書くということ

何かを書くということについて、改めて考えてみたい。

自分は元来、何かを書くという行為が習慣となっていなかった。そんな自分が何かを書こうというきっかけになったのはおそらく、音楽が原因となっているだろう。もう少し突き詰めると、

「音楽と文学が、自分の中でリンクした」

とでも言うべきか。

つまり、音楽と文学の間に、一つの映像が浮かんだということだ。自分はそのような、映像の浮かぶものが好きだ。きっと、我儘な気持ちがそのように動かしているのだと思う。

書き始めてから変わったこと。それは、生活の細かなところが面白く感じられるようになったことかもしれない。
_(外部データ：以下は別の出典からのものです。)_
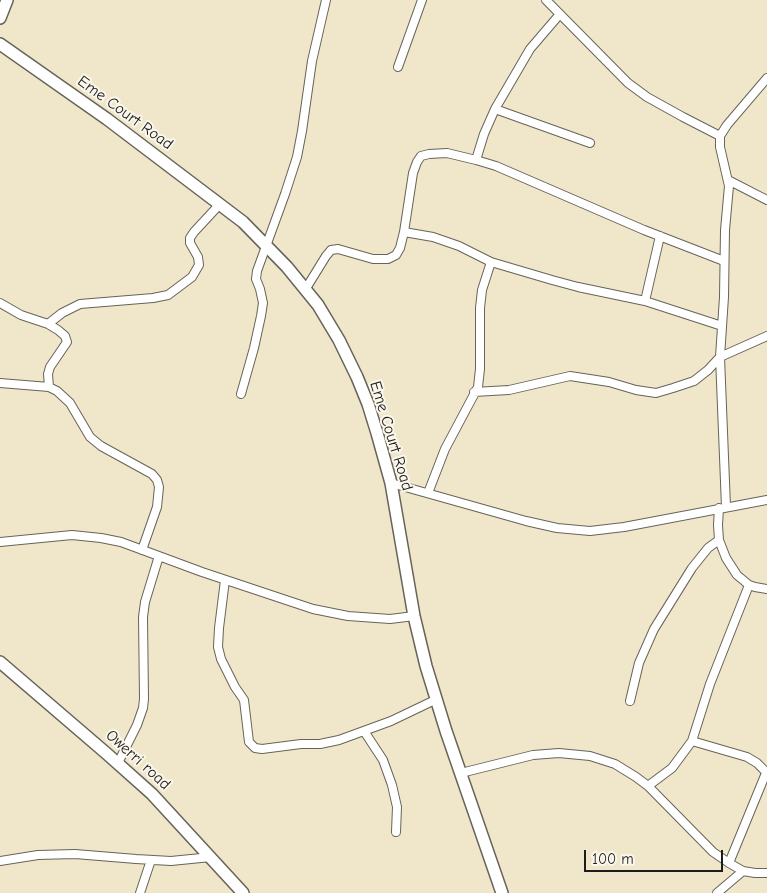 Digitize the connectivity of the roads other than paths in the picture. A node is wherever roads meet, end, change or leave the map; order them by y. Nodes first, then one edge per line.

例えば睡眠、歯磨き、ゴミ出しなど。そんな些細なところで、空の方から見ている自分がいる。「幽体離脱って、こんな気分?」という感覚。

そしてもう一つ、人との接し方が変わった。いや、変わろうとしている。それまでは垂れ流しにしてきたことを、もう少し汲み取れるように。ろ過するためのフィルターの手入れをしたり、それをきちんと清掃するようになった。

それはつまり、今まで以上に他者、そして自身に興味が湧いてきたということなのかもしれない。

書くために人と会うという意識でいる時もあるが、全ての偶然なる出会いを、書くということで還元したいという意識。何か言いたいことがあるわけではなく、ただ、偶然なる出会いに彩りを付けたい。その気持ちがある限り、自分はいつまでも書き続けるのだろう。

出会いの数だけ物語がある。物を語れるだけの出会いを共感したい。